My doctoral work focused on the transformation of collective identity narratives, grounded in field work in Bulgaria in the mid-1990s, during a period of rapid social change following the fall of state socialism. As an undergraduate I studied linguistics and anthropology at Monash University, where I received first class honours in Slavic linguistics, following a period of study and fieldwork in (then) Yugoslavia. I have been a Member of the American Anthropological Association since 1993 and a fellow of the Australian Anthropological Society since 2006.

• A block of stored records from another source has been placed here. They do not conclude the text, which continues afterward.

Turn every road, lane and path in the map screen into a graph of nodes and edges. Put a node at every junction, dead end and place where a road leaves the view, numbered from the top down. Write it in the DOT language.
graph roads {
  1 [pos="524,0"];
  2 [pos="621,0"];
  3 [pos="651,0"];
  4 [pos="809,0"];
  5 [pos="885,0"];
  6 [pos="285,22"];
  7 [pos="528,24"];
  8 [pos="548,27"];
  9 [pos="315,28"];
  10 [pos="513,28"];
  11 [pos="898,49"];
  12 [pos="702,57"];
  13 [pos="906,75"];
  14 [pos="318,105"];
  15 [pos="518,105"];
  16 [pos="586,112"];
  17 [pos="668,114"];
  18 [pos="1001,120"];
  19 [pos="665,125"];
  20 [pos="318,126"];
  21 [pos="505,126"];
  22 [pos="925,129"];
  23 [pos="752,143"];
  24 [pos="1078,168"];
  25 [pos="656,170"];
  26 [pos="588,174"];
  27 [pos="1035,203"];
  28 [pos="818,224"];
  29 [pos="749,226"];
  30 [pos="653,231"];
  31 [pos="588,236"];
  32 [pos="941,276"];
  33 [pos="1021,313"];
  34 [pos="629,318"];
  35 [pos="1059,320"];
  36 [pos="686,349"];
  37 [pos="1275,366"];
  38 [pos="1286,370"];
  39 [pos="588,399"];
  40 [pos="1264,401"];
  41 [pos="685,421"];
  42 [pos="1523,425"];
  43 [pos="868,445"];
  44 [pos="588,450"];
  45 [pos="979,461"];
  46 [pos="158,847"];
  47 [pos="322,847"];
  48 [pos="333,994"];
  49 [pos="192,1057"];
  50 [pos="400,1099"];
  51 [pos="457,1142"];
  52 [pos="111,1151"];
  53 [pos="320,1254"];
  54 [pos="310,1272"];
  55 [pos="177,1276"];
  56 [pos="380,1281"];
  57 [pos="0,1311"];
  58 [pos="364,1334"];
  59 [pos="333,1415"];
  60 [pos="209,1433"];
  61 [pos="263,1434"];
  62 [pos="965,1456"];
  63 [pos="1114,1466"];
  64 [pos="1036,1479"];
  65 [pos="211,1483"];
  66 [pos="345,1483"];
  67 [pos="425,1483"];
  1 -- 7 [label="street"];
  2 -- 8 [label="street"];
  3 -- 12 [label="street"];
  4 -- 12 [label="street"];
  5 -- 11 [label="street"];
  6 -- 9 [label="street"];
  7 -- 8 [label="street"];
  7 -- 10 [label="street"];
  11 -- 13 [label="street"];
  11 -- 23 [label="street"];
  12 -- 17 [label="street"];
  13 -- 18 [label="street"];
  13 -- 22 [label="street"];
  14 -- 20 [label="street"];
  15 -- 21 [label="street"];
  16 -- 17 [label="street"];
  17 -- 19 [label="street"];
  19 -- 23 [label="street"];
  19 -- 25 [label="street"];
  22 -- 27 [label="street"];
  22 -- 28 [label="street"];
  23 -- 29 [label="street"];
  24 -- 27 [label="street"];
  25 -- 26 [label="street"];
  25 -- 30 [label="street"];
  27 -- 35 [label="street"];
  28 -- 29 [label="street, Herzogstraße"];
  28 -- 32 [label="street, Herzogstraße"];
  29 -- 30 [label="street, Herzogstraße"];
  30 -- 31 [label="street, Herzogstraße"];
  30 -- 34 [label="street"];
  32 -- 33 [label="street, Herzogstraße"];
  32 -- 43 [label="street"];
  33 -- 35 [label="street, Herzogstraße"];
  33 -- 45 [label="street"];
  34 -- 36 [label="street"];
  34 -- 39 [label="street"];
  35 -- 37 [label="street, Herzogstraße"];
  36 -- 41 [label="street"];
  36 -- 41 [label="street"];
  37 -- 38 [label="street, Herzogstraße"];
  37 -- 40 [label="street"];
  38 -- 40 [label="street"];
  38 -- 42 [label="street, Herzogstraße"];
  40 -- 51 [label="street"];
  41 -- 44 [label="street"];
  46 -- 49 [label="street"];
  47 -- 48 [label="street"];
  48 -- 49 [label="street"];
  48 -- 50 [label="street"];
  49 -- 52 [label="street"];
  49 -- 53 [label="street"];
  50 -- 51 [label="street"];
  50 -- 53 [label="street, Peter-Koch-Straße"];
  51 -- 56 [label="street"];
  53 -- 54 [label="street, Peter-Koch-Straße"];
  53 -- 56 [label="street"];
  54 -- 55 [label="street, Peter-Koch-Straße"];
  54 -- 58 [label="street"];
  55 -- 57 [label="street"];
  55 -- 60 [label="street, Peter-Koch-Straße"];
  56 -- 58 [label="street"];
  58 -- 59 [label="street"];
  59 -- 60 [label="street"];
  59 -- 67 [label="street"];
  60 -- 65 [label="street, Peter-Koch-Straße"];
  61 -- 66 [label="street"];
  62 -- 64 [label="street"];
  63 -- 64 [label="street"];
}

After a brief academic teaching career in the USA, I returned to Australia, and developed a career in research for native title and Traditional Owner settlements in Victoria as Senior Anthropologist and Research Manager at First Nations Legal & Research Services, and since 2019 as an independent consultant. I have more recently begun shifting my focus to the challenges of organisational culture, aspiring to help organizations uncover and utilize the tacit knowledge embedded in their processes and relationships.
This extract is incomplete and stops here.